After renaturation some pure tRNAs were submitted to the action of lead acetate 1 . 10(-3) M at pH 7.3 and at 37 degrees C in the presence of either 1 M or 0.5 M NaCl. These tRNAs were specifically cleaved by Pb2+. The exact cleavage points were determined by analysing the oligonucleotides obtained from three yeast tRNAs. In 1 M NaCl, tRNA(Phe) is cleaved after the hUp17 and partially cleaved after Cp73. In 0.5 M NaCl, there are cleaveages after hUp16, hUp17 as well as a partial one after pGP1. In 1 M NaCl tRNA(Asp) is not cleaved, whereas in 0.5 M NaCl 50% of the molecules are cleaved in the anticodon region after Up35, 14% after hUp19 and 6% after hUp16. In 1 M NaCl tRNA(Val) is cleaved in the hU loop: 40% after hUp16 and 60% after CP17. The action of lead on five other pure tRNAs was studied on the analytical scale only, by polyacrylamide gel electrophoresis. They could be classified into two familites, one cleaved mainly in the hU loop, the other in the anticodon loop.

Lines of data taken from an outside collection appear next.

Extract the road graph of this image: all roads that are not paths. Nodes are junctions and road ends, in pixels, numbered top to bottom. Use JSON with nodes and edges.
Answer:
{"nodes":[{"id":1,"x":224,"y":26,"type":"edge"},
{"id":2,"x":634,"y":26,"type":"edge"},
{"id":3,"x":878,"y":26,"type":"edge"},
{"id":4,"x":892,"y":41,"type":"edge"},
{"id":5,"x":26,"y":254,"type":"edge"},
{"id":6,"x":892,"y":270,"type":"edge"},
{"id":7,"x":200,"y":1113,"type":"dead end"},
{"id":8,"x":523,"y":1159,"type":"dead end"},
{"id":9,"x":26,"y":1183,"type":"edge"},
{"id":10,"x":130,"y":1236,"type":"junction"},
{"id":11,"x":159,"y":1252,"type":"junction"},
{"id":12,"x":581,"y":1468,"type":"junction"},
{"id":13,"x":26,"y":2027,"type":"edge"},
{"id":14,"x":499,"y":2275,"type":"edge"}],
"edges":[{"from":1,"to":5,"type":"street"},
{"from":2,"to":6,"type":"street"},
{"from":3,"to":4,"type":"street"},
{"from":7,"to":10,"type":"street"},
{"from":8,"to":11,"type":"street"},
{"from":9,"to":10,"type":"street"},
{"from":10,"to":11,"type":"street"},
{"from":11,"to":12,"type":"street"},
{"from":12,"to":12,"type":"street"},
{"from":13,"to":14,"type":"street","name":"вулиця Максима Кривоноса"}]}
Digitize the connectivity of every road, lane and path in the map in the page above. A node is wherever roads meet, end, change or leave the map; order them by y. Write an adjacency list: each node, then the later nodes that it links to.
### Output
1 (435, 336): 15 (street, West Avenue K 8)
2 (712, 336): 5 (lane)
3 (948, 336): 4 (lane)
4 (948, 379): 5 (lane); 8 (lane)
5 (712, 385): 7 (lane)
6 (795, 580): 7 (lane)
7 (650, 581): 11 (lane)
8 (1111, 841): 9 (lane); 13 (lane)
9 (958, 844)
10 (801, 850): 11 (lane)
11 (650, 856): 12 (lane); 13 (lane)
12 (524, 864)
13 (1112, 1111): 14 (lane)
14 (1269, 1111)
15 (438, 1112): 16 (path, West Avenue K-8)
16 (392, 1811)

The minimal concentrations of Pb2+ required for cleavage were determined for several tRNAs, the most sensitive of which, yeast tRNA(Val), being still cleaved with a concentration of 5 . 10(-6) M in 0.15 M NaCl. Although the cleavage often occurs after hUp, poly (hU) is less sensitive than poly(U). This and other results indicate that cleavages depend more on the conformation than the sequence of the polynucleotide chain, bends in the tertiary structure being lead-sensitive sites. Finally, the amino acid acceptance activities of cleaved tRNA(Phe) and tRNA(Asp) were determined.